Copy the records below exactly, leaving out every picture.

_Material for the task_
■ ■ ■ ■
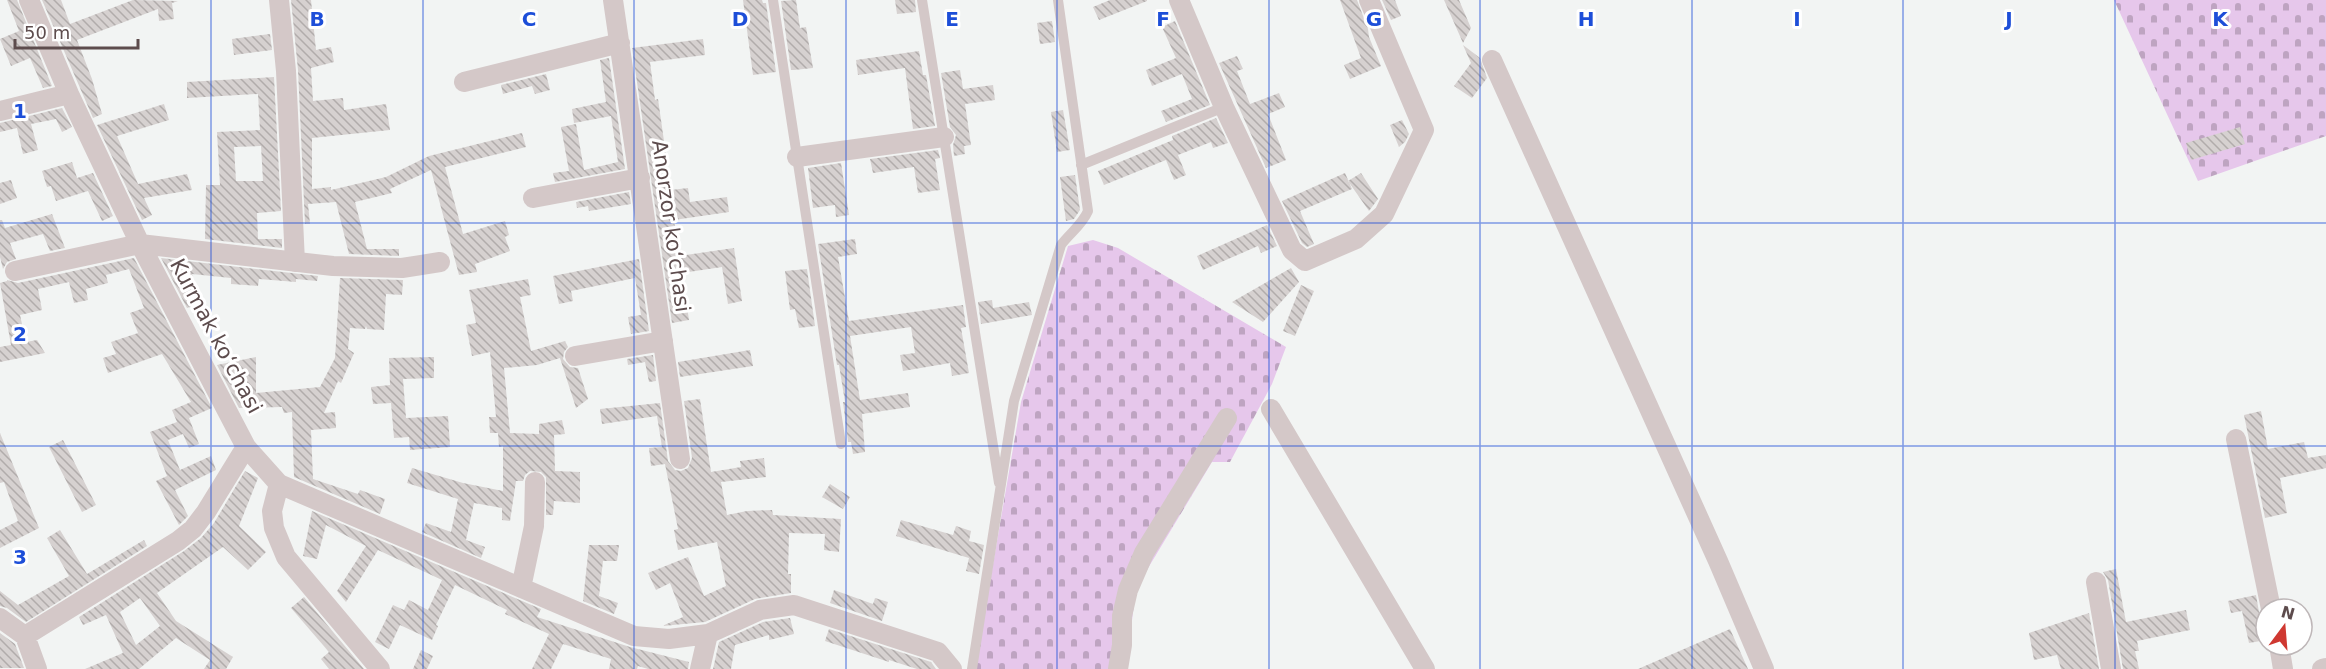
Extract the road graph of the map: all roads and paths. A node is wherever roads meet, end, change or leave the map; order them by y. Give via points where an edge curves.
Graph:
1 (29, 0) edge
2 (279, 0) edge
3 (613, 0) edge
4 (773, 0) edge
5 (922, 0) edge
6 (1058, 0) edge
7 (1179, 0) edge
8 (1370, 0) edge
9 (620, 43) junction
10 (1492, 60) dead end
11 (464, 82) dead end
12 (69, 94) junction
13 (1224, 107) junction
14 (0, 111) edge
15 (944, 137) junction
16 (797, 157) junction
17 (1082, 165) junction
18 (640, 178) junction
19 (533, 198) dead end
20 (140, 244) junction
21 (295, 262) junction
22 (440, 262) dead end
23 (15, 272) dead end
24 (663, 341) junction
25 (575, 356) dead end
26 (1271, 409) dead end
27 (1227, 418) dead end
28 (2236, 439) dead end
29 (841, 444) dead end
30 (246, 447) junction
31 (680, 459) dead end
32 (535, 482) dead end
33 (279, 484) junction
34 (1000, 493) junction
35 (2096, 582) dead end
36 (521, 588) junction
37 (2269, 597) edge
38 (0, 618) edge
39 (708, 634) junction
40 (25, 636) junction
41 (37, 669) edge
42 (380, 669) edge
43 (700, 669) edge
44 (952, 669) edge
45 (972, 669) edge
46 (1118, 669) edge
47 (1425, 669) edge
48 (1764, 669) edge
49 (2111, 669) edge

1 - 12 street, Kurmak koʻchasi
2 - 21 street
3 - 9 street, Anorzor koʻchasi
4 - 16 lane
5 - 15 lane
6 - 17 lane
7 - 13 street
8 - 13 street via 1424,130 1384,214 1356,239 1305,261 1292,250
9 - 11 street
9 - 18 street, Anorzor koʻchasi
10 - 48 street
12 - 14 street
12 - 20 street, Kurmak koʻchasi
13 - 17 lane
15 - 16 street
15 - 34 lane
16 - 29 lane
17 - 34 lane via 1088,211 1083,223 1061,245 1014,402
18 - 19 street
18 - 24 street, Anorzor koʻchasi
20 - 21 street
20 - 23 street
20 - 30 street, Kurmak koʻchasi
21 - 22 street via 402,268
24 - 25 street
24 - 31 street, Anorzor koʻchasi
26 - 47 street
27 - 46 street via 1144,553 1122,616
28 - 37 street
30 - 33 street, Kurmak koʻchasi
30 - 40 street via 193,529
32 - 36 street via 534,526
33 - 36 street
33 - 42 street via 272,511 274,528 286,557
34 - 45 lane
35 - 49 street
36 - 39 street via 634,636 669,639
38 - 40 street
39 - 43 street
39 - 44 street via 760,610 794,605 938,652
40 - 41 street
■ ■ ■ ■
_Solution for this problem_
Extract the road graph of the map: all roads and paths. A node is wherever roads meet, end, change or leave the map; order them by y. Give via points where an edge curves.
Graph:
1 (29, 0) edge
2 (279, 0) edge
3 (613, 0) edge
4 (773, 0) edge
5 (922, 0) edge
6 (1058, 0) edge
7 (1179, 0) edge
8 (1370, 0) edge
9 (620, 43) junction
10 (1492, 60) dead end
11 (464, 82) dead end
12 (69, 94) junction
13 (1224, 107) junction
14 (0, 111) edge
15 (944, 137) junction
16 (797, 157) junction
17 (1082, 165) junction
18 (640, 178) junction
19 (533, 198) dead end
20 (140, 244) junction
21 (295, 262) junction
22 (440, 262) dead end
23 (15, 272) dead end
24 (663, 341) junction
25 (575, 356) dead end
26 (1271, 409) dead end
27 (1227, 418) dead end
28 (2236, 439) dead end
29 (841, 444) dead end
30 (246, 447) junction
31 (680, 459) dead end
32 (535, 482) dead end
33 (279, 484) junction
34 (1000, 493) junction
35 (2096, 582) dead end
36 (521, 588) junction
37 (2269, 597) edge
38 (0, 618) edge
39 (708, 634) junction
40 (25, 636) junction
41 (37, 669) edge
42 (380, 669) edge
43 (700, 669) edge
44 (952, 669) edge
45 (972, 669) edge
46 (1118, 669) edge
47 (1425, 669) edge
48 (1764, 669) edge
49 (2111, 669) edge

1 - 12 street, Kurmak koʻchasi
2 - 21 street
3 - 9 street, Anorzor koʻchasi
4 - 16 lane
5 - 15 lane
6 - 17 lane
7 - 13 street
8 - 13 street via 1424,130 1384,214 1356,239 1305,261 1292,250
9 - 11 street
9 - 18 street, Anorzor koʻchasi
10 - 48 street
12 - 14 street
12 - 20 street, Kurmak koʻchasi
13 - 17 lane
15 - 16 street
15 - 34 lane
16 - 29 lane
17 - 34 lane via 1088,211 1083,223 1061,245 1014,402
18 - 19 street
18 - 24 street, Anorzor koʻchasi
20 - 21 street
20 - 23 street
20 - 30 street, Kurmak koʻchasi
21 - 22 street via 402,268
24 - 25 street
24 - 31 street, Anorzor koʻchasi
26 - 47 street
27 - 46 street via 1144,553 1122,616
28 - 37 street
30 - 33 street, Kurmak koʻchasi
30 - 40 street via 193,529
32 - 36 street via 534,526
33 - 36 street
33 - 42 street via 272,511 274,528 286,557
34 - 45 lane
35 - 49 street
36 - 39 street via 634,636 669,639
38 - 40 street
39 - 43 street
39 - 44 street via 760,610 794,605 938,652
40 - 41 street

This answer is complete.